Quest’opera, concepita dall’artista come una “suite strumentale in nove movimenti”, alterna malinconia ed estasi, momenti onirici e tensione emotiva, costruendo un ideale ponte di temi e variazioni che si incastrano tra loro lungo i brani dando vita, come avveniva anche in “Burning bridges and building castels”, ad “un unico flusso di (in)coscienza sospeso tra sogno e realtà”.
Le tracce sono tutte molto brevi, di uno o due minuti ciascuna (ad eccezione della conclusiva “Pt.
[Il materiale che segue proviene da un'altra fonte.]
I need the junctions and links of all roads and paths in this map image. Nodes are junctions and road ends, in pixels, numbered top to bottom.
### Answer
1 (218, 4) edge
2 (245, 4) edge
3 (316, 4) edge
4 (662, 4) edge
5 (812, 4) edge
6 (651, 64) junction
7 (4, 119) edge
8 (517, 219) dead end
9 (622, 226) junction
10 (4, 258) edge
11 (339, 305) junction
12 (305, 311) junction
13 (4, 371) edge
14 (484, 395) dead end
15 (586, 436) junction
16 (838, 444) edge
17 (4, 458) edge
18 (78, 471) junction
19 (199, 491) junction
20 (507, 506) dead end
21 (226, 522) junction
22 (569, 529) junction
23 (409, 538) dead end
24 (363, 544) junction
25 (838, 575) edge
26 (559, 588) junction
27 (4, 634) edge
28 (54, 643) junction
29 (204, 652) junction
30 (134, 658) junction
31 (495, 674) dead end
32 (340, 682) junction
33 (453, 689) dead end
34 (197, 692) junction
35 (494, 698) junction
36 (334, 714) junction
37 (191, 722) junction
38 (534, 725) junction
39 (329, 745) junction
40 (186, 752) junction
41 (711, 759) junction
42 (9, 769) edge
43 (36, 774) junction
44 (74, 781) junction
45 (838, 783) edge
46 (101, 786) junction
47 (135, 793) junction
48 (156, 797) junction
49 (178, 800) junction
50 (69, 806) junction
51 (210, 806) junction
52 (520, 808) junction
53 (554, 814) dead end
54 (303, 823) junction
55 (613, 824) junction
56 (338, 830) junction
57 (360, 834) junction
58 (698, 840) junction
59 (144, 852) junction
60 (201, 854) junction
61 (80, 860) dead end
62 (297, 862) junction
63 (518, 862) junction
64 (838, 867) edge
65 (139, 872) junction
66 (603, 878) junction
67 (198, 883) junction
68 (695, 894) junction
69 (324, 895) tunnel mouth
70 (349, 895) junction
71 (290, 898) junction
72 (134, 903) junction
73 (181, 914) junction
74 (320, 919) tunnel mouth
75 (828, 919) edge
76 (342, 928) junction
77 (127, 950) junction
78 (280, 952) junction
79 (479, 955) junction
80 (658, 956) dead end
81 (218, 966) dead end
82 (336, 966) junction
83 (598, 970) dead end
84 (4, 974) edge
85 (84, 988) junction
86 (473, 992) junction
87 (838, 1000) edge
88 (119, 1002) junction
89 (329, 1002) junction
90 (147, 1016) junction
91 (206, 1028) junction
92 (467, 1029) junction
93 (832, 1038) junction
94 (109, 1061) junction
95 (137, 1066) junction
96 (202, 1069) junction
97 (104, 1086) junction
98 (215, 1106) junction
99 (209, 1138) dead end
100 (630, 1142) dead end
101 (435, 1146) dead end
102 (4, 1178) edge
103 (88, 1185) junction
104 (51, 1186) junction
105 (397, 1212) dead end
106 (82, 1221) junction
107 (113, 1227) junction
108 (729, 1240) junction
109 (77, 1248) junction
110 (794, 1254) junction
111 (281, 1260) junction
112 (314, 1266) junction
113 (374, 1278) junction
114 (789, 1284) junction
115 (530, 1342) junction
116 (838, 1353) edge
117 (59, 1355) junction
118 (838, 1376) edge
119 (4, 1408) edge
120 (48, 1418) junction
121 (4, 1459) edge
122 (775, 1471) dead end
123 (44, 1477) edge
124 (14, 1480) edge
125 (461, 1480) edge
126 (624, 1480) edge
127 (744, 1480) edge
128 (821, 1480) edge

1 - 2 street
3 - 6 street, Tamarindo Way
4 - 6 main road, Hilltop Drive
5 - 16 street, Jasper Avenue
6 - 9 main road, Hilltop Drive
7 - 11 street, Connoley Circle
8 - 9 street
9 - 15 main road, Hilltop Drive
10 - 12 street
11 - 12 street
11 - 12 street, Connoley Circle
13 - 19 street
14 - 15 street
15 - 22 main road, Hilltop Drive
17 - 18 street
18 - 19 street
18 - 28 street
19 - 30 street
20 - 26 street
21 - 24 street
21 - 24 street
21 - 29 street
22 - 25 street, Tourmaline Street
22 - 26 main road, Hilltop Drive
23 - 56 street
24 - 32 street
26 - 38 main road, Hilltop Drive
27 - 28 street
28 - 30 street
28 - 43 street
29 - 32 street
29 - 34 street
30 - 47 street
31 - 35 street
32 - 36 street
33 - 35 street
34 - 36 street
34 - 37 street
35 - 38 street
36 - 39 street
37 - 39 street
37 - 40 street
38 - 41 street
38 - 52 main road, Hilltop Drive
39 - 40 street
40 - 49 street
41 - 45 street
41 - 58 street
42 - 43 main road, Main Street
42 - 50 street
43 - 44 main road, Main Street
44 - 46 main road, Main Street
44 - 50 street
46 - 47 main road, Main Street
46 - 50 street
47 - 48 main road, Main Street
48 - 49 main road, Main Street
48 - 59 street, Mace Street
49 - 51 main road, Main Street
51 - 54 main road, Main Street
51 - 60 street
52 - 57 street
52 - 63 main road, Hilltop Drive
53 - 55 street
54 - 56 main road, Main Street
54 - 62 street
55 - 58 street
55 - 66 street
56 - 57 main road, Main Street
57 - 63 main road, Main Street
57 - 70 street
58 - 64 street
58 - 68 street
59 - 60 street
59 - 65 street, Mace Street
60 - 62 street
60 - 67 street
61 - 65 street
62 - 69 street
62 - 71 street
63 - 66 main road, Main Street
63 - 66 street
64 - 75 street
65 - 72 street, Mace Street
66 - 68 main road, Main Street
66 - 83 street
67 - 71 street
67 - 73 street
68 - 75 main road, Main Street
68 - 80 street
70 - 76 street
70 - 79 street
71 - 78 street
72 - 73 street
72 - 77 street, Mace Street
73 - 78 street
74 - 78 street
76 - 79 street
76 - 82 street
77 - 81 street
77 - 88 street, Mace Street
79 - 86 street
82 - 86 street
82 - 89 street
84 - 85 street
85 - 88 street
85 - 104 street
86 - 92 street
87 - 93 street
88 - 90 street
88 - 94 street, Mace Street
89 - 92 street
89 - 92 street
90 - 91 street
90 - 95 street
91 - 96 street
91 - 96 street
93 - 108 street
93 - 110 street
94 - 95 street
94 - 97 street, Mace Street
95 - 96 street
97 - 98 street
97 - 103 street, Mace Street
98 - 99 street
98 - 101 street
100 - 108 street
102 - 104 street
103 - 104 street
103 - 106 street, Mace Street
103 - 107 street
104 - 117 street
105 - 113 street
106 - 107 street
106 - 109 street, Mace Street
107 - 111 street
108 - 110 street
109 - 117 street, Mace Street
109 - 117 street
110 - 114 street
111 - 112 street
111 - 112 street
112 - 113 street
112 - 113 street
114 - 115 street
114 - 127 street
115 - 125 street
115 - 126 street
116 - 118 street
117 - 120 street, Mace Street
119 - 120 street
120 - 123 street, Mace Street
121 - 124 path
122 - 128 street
IX – Atom lung father” di tre minuti) ma il loro tempo è dilatato e morbido, quasi fosse sospeso dentro una sfera di cristallo.
Un’opera interessante che potrebbe diventare la colonna sonora di un cortometraggio visionario e dalle ambientazioni oscure ma che intanto si offre come ottimo sipario sull’immaginario musicale di Manis.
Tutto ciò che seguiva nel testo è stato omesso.